Exercise aim: Of the entries below, restate word for word only the section that runs from the line with "perfect time for</text>" to the line with "Here are a</text>", counting both ends.

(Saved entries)
◇ ◇ ◇ ◇ ◇ ◇ ◇

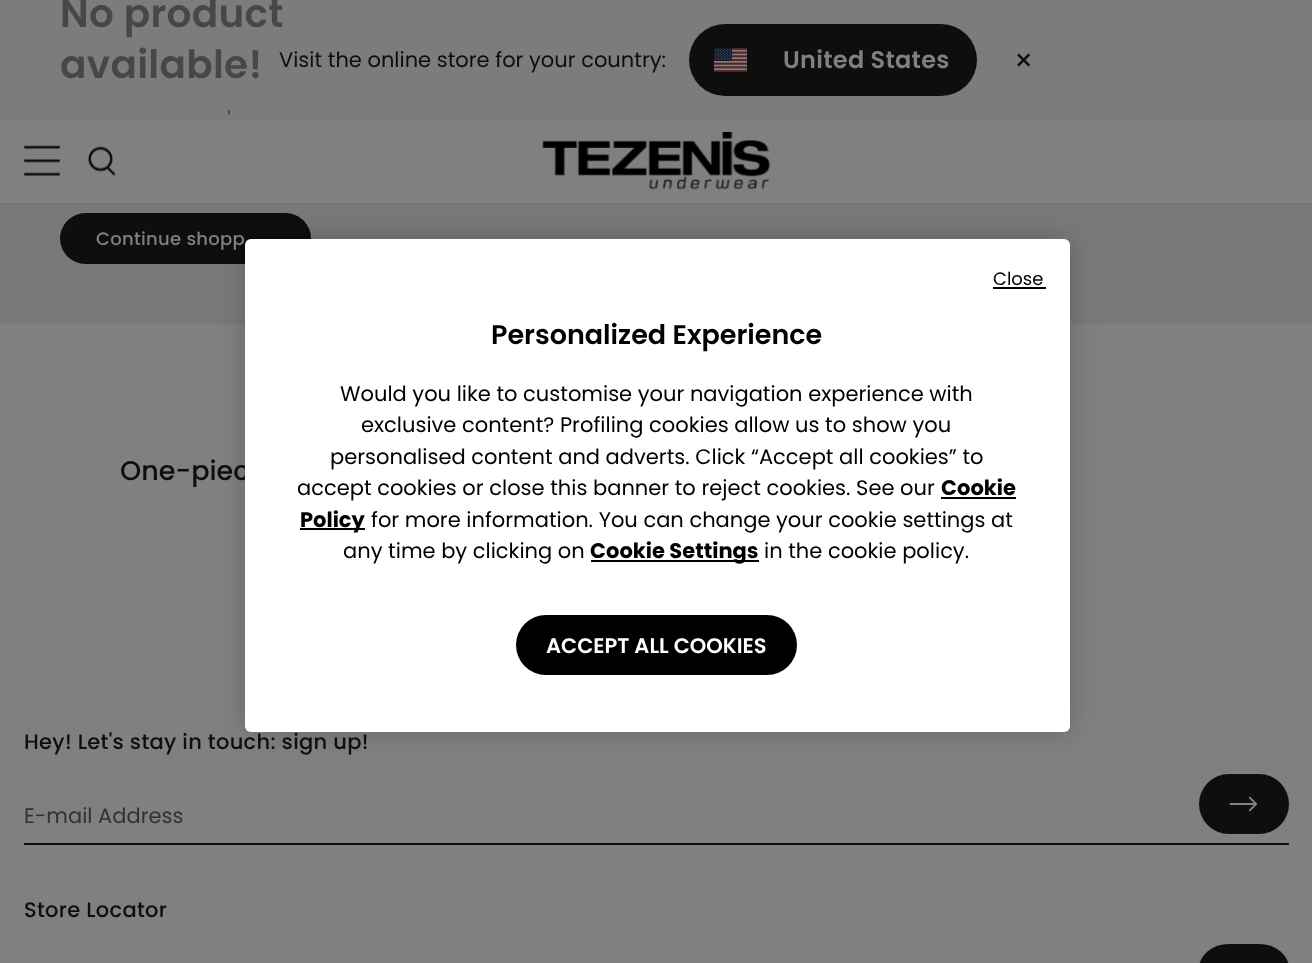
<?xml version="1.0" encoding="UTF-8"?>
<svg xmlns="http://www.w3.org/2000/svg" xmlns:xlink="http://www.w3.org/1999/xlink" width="1312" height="963">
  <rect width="100%" height="100%" fill="#808080" />
  <rect width="1312" height="324" fill="#797979" />
  <rect x="60" y="213" width="251" height="51" rx="25.5" fill="#0e0e0e" />
  <rect y="120" width="1312" height="83" fill="#808080" />
  <rect y="203" width="1312" height="2" fill="#747474" />
  <image x="24" y="145" width="36" height="31" xlink:href="image2.png" />
  <image x="88" y="146" width="28" height="30" xlink:href="image3.png" />
  <image x="542" y="132" width="229" height="58" xlink:href="image4.png" />
  <rect x="245" y="239" width="825" height="493" rx="6" fill="#000000" fill-opacity="0.2" filter="blur(13.5px)" />
  <rect x="24" y="843" width="1265" height="2" fill="#0e0e0e" />
  <rect x="1199" y="774" width="90" height="60" rx="30" fill="#0e0e0e" />
  <image x="1229" y="796" width="29" height="16" xlink:href="image5.png" />
  <rect x="1199" y="944" width="90" height="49" rx="30" fill="#0e0e0e" />
  <text x="60" y="27" style="font-family: Poppins; font-size: 39px; font-weight: 600; letter-spacing: 0.3px; fill: #0e0e0e">No product</text>
  <text x="60" y="78" style="font-family: Poppins; font-size: 39px; font-weight: 600; letter-spacing: 0.3px; fill: #0e0e0e">available!</text>
  <text x="227" y="129" style="font-family: Poppins; font-size: 24px; letter-spacing: 0.3px; fill: #0e0e0e">'</text>
  <text x="96" y="245" style="font-family: Poppins; font-size: 18px; font-weight: 500; letter-spacing: 0.3px; fill: #808080">Continue shopp</text>
  <text x="120" y="480" style="font-family: Poppins; font-size: 27px; font-weight: 500; fill: #0e0e0e">One-piec</text>
  <rect width="1312" height="120" fill="#808080" fill-opacity="0.5" />
  <text x="279" y="67" style="font-family: Poppins; font-size: 21px; fill: #0e0e0e">Visit the online store for your country:</text>
  <rect x="689" y="24" width="288" height="72" rx="36" fill="#0e0e0e" />
  <image x="714" y="48" width="33" height="24" xlink:href="image1.png" />
  <text x="783" y="68" style="font-family: Poppins; font-size: 24px; font-weight: 600; letter-spacing: 0.3px; fill: #808080">United States</text>
  <text x="1014" y="71" style="font-family: Poppins; font-size: 30px; letter-spacing: 0.3px; fill: #0e0e0e">×</text>
  <rect x="245" y="239" width="825" height="493" rx="6" fill="#ffffff" />
  <text x="993" y="285" style="font-family: Poppins; font-size: 18px; fill: #000000">Close</text>
  <rect x="993" y="287" width="53" height="2" fill="#000000" />
  <text x="491" y="344" style="font-family: Poppins; font-size: 27px; font-weight: 600; fill: #000000">Personalized Experience</text>
  <text x="340" y="401" style="font-family: Poppins; font-size: 21px; fill: #000000">Would you like to customise your navigation experience with</text>
  <text x="361" y="432" style="font-family: Poppins; font-size: 21px; fill: #000000">exclusive content? Profiling cookies allow us to show you</text>
  <text x="330" y="464" style="font-family: Poppins; font-size: 21px; fill: #000000">personalised content and adverts. Click “Accept all cookies” to</text>
  <text x="297" y="495" style="font-family: Poppins; font-size: 21px; fill: #000000">accept cookies or close this banner to reject cookies. See our</text>
  <text x="941" y="495" style="font-family: Poppins; font-size: 21px; font-weight: bold; fill: #000000">Cookie</text>
  <rect x="941" y="497" width="75" height="2" fill="#000000" />
  <rect x="300" y="528" width="65" height="2" fill="#000000" />
  <text x="300" y="527" style="font-family: Poppins; font-size: 21px; font-weight: bold; fill: #000000">Policy</text>
  <text x="371" y="527" style="font-family: Poppins; font-size: 21px; fill: #000000">for more information. You can change your cookie settings at</text>
  <text x="343" y="558" style="font-family: Poppins; font-size: 21px; fill: #000000">any time by clicking on</text>
  <rect x="591" y="560" width="168" height="2" fill="#000000" />
  <text x="590" y="558" style="font-family: Poppins; font-size: 21px; font-weight: bold; fill: #000000">Cookie Settings</text>
  <text x="764" y="558" style="font-family: Poppins; font-size: 21px; fill: #000000">in the cookie policy.</text>
  <rect x="516" y="615" width="281" height="60" rx="30" fill="#000000" />
  <text x="546" y="653" style="font-family: Poppins; font-size: 21px; font-weight: 600; fill: #ffffff">ACCEPT ALL COOKIES</text>
  <text x="24" y="749" style="font-family: Poppins; font-size: 21px; font-weight: 500; letter-spacing: 0.3px; fill: #0e0e0e">Hey! Let's stay in touch: sign up!</text>
  <text x="24" y="823" style="font-family: Poppins; font-size: 21px; fill: #323232">E-mail Address</text>
  <text x="24" y="917" style="font-family: Poppins; font-size: 21px; font-weight: 500; letter-spacing: 0.3px; fill: #0e0e0e">Store Locator</text>
</svg>
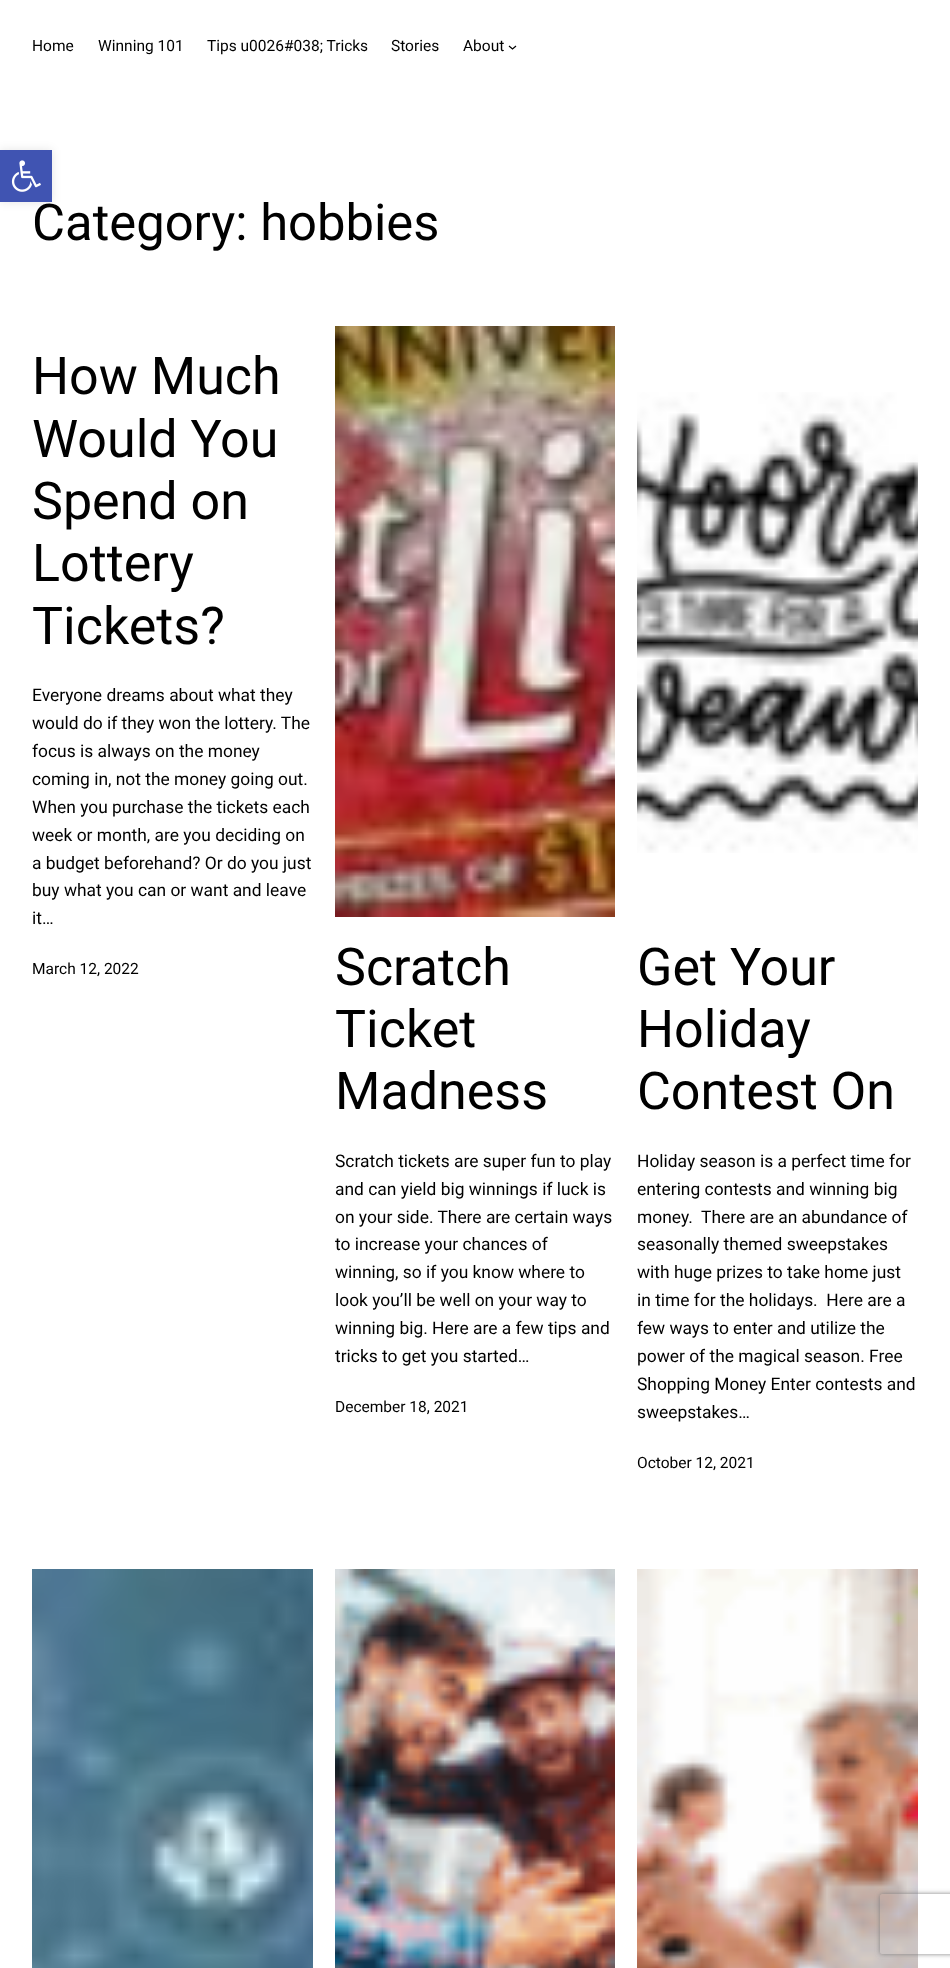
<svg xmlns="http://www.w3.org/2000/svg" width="950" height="1968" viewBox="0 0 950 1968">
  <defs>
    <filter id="blur1" x="-50%" y="-200%" width="200%" height="500%"><feGaussianBlur stdDeviation="5"/></filter>
    <clipPath id="clip1"><path d="M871 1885H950V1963H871ZM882 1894H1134C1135 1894 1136 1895 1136 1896V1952C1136 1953 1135 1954 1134 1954H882C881 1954 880 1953 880 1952V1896C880 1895 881 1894 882 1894Z" clip-rule="evenodd"/></clipPath>
    <filter id="blur2" x="-50%" y="-200%" width="200%" height="500%"><feGaussianBlur stdDeviation="2.5"/></filter>
  </defs>
  <rect width="100%" height="100%" fill="#ffffff"/>
  <text x="32" y="51" font-family="Roboto" font-size="15.5" fill="#000000">Home</text>
  <text x="98" y="51" font-family="Roboto" font-size="15.5" fill="#000000">Winning 101</text>
  <text x="207" y="51" font-family="Roboto" font-size="15.5" fill="#000000">Tips u0026#038; Tricks</text>
  <text x="391" y="51" font-family="Roboto" font-size="15.5" fill="#000000">Stories</text>
  <text x="463" y="51" font-family="Roboto" font-size="15.5" fill="#000000">About</text>
  <path d="M509 46L512.5 49L516 46" fill="none" stroke="#000000" stroke-width="1.2"/>
  <text x="32" y="240" font-family="Roboto" font-size="50.75" fill="#000000">Category: hobbies</text>
  <text x="32" y="394" font-family="Roboto" font-size="52" fill="#000000">How Much</text>
  <text x="32" y="457" font-family="Roboto" font-size="52" fill="#000000">Would You</text>
  <text x="32" y="519" font-family="Roboto" font-size="52" fill="#000000">Spend on</text>
  <text x="32" y="581" font-family="Roboto" font-size="52" fill="#000000">Lottery</text>
  <text x="32" y="644" font-family="Roboto" font-size="52" fill="#000000">Tickets?</text>
  <text x="32" y="701" font-family="Roboto" font-size="17.4" fill="#000000">Everyone dreams about what they</text>
  <text x="32" y="729" font-family="Roboto" font-size="17.4" fill="#000000">would do if they won the lottery. The</text>
  <text x="32" y="757" font-family="Roboto" font-size="17.4" fill="#000000">focus is always on the money</text>
  <text x="32" y="785" font-family="Roboto" font-size="17.4" fill="#000000">coming in, not the money going out.</text>
  <text x="32" y="813" font-family="Roboto" font-size="17.4" fill="#000000">When you purchase the tickets each</text>
  <text x="32" y="841" font-family="Roboto" font-size="17.4" fill="#000000">week or month, are you deciding on</text>
  <text x="32" y="869" font-family="Roboto" font-size="17.4" fill="#000000">a budget beforehand? Or do you just</text>
  <text x="32" y="896" font-family="Roboto" font-size="17.4" fill="#000000">buy what you can or want and leave</text>
  <text x="32" y="924" font-family="Roboto" font-size="17.4" fill="#000000">it…</text>
  <text x="32" y="974" font-family="Roboto" font-size="15.5" fill="#000000">March 12, 2022</text>
  <image x="335" y="326" width="280" height="591" href="img1.png"/>
  <text x="335" y="985" font-family="Roboto" font-size="52" fill="#000000">Scratch</text>
  <text x="335" y="1047" font-family="Roboto" font-size="52" fill="#000000">Ticket</text>
  <text x="335" y="1109" font-family="Roboto" font-size="52" fill="#000000">Madness</text>
  <text x="335" y="1167" font-family="Roboto" font-size="17.4" fill="#000000">Scratch tickets are super fun to play</text>
  <text x="335" y="1195" font-family="Roboto" font-size="17.4" fill="#000000">and can yield big winnings if luck is</text>
  <text x="335" y="1223" font-family="Roboto" font-size="17.4" fill="#000000">on your side. There are certain ways</text>
  <text x="335" y="1250" font-family="Roboto" font-size="17.4" fill="#000000">to increase your chances of</text>
  <text x="335" y="1278" font-family="Roboto" font-size="17.4" fill="#000000">winning, so if you know where to</text>
  <text x="335" y="1306" font-family="Roboto" font-size="17.4" fill="#000000">look you’ll be well on your way to</text>
  <text x="335" y="1334" font-family="Roboto" font-size="17.4" fill="#000000">winning big. Here are a few tips and</text>
  <text x="335" y="1362" font-family="Roboto" font-size="17.4" fill="#000000">tricks to get you started…</text>
  <text x="335" y="1412" font-family="Roboto" font-size="15.5" fill="#000000">December 18, 2021</text>
  <image x="637" y="392" width="281" height="461" href="img2.png"/>
  <text x="637" y="985" font-family="Roboto" font-size="52" fill="#000000">Get Your</text>
  <text x="637" y="1047" font-family="Roboto" font-size="52" fill="#000000">Holiday</text>
  <text x="637" y="1109" font-family="Roboto" font-size="52" fill="#000000">Contest On</text>
  <text x="637" y="1167" font-family="Roboto" font-size="17.4" fill="#000000">Holiday season is a perfect time for</text>
  <text x="637" y="1195" font-family="Roboto" font-size="17.4" fill="#000000">entering contests and winning big</text>
  <text x="637" y="1223" font-family="Roboto" font-size="17.4" fill="#000000" xml:space="preserve">money.  There are an abundance of</text>
  <text x="637" y="1250" font-family="Roboto" font-size="17.4" fill="#000000">seasonally themed sweepstakes</text>
  <text x="637" y="1278" font-family="Roboto" font-size="17.4" fill="#000000">with huge prizes to take home just</text>
  <text x="637" y="1306" font-family="Roboto" font-size="17.4" fill="#000000" xml:space="preserve">in time for the holidays.  Here are a</text>
  <text x="637" y="1334" font-family="Roboto" font-size="17.4" fill="#000000">few ways to enter and utilize the</text>
  <text x="637" y="1362" font-family="Roboto" font-size="17.4" fill="#000000">power of the magical season. Free</text>
  <text x="637" y="1390" font-family="Roboto" font-size="17.4" fill="#000000">Shopping Money Enter contests and</text>
  <text x="637" y="1418" font-family="Roboto" font-size="17.4" fill="#000000">sweepstakes…</text>
  <text x="637" y="1468" font-family="Roboto" font-size="15.5" fill="#000000">October 12, 2021</text>
  <image x="32" y="1569" width="281" height="399" href="img3.png"/>
  <image x="335" y="1569" width="280" height="399" href="img4.png"/>
  <image x="637" y="1569" width="281" height="399" href="img5.png"/>
  <rect x="0" y="150" width="52" height="52" fill="#000000" fill-opacity="0.1" filter="url(#blur1)"/>
  <rect x="0" y="150" width="52" height="52" fill="#4054b2"/>
  <image x="11" y="160" width="30" height="32" href="img6.png"/>
  <g clip-path="url(#clip1)">
    <rect x="880" y="1894" width="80" height="60" rx="2" fill="#808080" filter="url(#blur2)"/>
  </g>
</svg>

◇ ◇ ◇ ◇ ◇ ◇ ◇

Problem solution:
  <text x="637" y="1167" font-family="Roboto" font-size="17.4" fill="#000000">Holiday season is a perfect time for</text>
  <text x="637" y="1195" font-family="Roboto" font-size="17.4" fill="#000000">entering contests and winning big</text>
  <text x="637" y="1223" font-family="Roboto" font-size="17.4" fill="#000000" xml:space="preserve">money.  There are an abundance of</text>
  <text x="637" y="1250" font-family="Roboto" font-size="17.4" fill="#000000">seasonally themed sweepstakes</text>
  <text x="637" y="1278" font-family="Roboto" font-size="17.4" fill="#000000">with huge prizes to take home just</text>
  <text x="637" y="1306" font-family="Roboto" font-size="17.4" fill="#000000" xml:space="preserve">in time for the holidays.  Here are a</text>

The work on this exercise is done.